Reason for hope
At a time when politics has carried the society to new levels of depravity, the public’s response to the jailing of single mother of three, Michelle Cudjoe, is a welcome expression of our belief in redemption.
There is no doubt about Ms Cudjoe’s guilt. She herself pleaded guilty to stealing a purse and running off with it. For this, Magistrate Indra Ramoo-Haynes sentenced her to seven months simple imprisonment. In sparing her the full penalty of 18 months in jail, the magistrate had taken into account the fact that Ms Cudjoe has three children of ages six, four and one, and was a first-time offender.
Public emotions have, however, been stirred by other facts as well. In addition to a prompt apology to her victim, Ms Cudjoe begged for mercy on the grounds that when she grabbed the purse from a fellow passenger in a taxi, she was at her wit’s end over how she was going to feed her children that night. For them, as well as other members of the national community, the cruellest cut of all is the separation of the children from a mother driven to desperation on their behalf.
Neighbours interviewed by the Express after the sentencing described Ms Cudjoe as a good mother who, in the absence of her children’s father, has been devoted to doing the best she could for them. At the shack that is their home at Friendship Village near Ste Madeleine, Express journalist Richard Charan saw the evidence of a mother trying to hold body and soul together for her children in the midst of deep poverty. That she resorted to stealing in doing so has been accepted by them as a misdeed committed in a moment of sheer desperation.
Michelle Cudjoe’s case has also moved several civic-minded attorneys who have stepped forward to volunteer their expertise for an appeal against the sentence.
At a time when so many pillars of society are collapsing in the dust of hubris and outright wrong-doing, such responses serve to restore some of our damaged faith in the goodness of our people.
Desperate or not, Michelle Cudjoe was wrong to victimise an innocent person. But neither the law nor the rest of us can look away and allow her to be judged in abstraction. Above all, the law is designed to keep order and to deliver justice.

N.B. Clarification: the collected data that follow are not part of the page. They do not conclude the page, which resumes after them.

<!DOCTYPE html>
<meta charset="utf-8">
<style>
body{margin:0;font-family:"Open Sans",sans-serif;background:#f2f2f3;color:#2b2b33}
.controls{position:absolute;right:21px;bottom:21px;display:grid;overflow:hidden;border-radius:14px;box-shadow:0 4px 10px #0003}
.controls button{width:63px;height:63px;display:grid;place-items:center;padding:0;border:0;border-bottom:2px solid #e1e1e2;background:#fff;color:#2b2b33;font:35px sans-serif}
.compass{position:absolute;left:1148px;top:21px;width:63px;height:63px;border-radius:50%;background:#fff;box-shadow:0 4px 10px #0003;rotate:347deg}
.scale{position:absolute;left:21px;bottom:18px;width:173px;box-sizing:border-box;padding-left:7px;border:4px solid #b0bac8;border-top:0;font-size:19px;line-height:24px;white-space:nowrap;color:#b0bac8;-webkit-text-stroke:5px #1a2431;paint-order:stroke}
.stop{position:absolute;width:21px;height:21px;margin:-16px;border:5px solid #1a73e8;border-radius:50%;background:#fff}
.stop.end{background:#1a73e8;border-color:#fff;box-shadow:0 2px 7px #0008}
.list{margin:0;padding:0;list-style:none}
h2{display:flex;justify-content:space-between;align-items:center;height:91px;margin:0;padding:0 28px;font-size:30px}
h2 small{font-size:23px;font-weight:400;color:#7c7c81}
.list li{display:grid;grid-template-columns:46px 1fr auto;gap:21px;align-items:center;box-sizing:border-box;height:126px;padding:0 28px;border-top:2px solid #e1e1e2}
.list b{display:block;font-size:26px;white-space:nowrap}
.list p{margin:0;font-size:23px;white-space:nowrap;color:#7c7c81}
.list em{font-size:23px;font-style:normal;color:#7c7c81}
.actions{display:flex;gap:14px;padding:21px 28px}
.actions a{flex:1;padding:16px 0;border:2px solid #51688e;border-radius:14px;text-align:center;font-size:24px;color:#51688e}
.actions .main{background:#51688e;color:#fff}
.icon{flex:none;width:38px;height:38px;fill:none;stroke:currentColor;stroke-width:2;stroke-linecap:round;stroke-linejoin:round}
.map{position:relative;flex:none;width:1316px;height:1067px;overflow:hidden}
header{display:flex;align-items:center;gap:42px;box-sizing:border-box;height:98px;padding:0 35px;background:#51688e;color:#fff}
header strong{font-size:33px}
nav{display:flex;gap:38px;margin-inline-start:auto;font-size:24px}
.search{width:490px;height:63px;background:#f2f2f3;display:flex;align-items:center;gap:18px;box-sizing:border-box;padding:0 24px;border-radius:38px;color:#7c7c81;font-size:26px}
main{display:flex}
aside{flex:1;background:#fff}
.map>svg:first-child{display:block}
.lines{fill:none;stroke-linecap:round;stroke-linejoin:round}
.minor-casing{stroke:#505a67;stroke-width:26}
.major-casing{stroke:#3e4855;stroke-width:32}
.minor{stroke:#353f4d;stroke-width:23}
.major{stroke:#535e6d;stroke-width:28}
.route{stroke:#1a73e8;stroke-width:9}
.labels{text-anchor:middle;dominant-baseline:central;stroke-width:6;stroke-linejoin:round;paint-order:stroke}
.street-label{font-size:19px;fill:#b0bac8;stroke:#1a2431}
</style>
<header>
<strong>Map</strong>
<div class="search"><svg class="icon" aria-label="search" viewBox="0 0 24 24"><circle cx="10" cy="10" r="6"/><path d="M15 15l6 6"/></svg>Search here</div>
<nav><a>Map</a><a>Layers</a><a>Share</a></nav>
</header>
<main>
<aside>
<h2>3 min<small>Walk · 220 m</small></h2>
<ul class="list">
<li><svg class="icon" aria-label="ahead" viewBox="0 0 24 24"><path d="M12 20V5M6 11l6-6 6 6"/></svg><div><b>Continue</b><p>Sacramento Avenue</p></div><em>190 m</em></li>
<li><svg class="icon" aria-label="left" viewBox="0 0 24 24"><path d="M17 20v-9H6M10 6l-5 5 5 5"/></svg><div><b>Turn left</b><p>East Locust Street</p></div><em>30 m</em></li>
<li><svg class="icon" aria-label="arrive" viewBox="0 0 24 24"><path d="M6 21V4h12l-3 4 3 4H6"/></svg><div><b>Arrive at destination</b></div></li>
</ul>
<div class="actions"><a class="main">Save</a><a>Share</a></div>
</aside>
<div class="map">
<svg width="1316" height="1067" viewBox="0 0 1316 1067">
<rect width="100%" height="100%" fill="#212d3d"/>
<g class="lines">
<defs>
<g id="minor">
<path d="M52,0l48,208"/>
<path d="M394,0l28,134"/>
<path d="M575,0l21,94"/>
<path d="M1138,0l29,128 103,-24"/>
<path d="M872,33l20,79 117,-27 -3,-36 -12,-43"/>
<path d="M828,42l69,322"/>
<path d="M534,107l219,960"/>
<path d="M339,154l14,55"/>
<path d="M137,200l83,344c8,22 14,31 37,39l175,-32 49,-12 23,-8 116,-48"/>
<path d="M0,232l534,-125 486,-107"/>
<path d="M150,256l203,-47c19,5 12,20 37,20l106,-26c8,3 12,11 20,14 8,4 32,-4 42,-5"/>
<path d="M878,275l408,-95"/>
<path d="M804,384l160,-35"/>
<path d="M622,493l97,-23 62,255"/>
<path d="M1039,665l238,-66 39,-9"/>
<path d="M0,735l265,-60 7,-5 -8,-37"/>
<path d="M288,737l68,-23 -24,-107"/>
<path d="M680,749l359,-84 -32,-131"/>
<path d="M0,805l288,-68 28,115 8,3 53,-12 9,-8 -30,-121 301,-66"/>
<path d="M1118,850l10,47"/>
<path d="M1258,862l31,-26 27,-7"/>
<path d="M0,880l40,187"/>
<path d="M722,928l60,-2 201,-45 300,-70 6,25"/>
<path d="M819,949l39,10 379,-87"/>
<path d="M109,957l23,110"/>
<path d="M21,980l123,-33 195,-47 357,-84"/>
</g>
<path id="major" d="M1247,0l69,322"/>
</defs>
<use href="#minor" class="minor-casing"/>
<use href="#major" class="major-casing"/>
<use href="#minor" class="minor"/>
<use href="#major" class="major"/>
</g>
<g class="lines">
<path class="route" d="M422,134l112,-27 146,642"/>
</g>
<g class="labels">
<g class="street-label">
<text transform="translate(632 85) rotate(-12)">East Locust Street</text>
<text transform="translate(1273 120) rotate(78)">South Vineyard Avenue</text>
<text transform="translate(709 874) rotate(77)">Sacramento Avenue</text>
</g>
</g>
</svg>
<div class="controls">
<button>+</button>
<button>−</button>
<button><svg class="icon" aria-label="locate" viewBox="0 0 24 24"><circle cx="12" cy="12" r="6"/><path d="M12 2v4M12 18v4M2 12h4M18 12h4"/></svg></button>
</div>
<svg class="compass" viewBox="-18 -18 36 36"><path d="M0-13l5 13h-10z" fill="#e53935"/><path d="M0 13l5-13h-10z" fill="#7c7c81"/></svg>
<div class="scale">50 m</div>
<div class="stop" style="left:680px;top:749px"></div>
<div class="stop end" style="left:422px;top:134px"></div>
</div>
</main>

While we do not intend to pre-judge Ms Cudjoe’s appeal, we do hope that in this matter involving a repentant mother, the law and the services provided for looking after the best interest of children and supporting single mothers will somehow manage to work together to bring this matter to optimum resolution.
If there’s anything good to come out of the jailing of Michelle Cudjoe it is that it has shone a light into the desperate lives of single mothers without an income. That is a reality we simply cannot afford to look away from.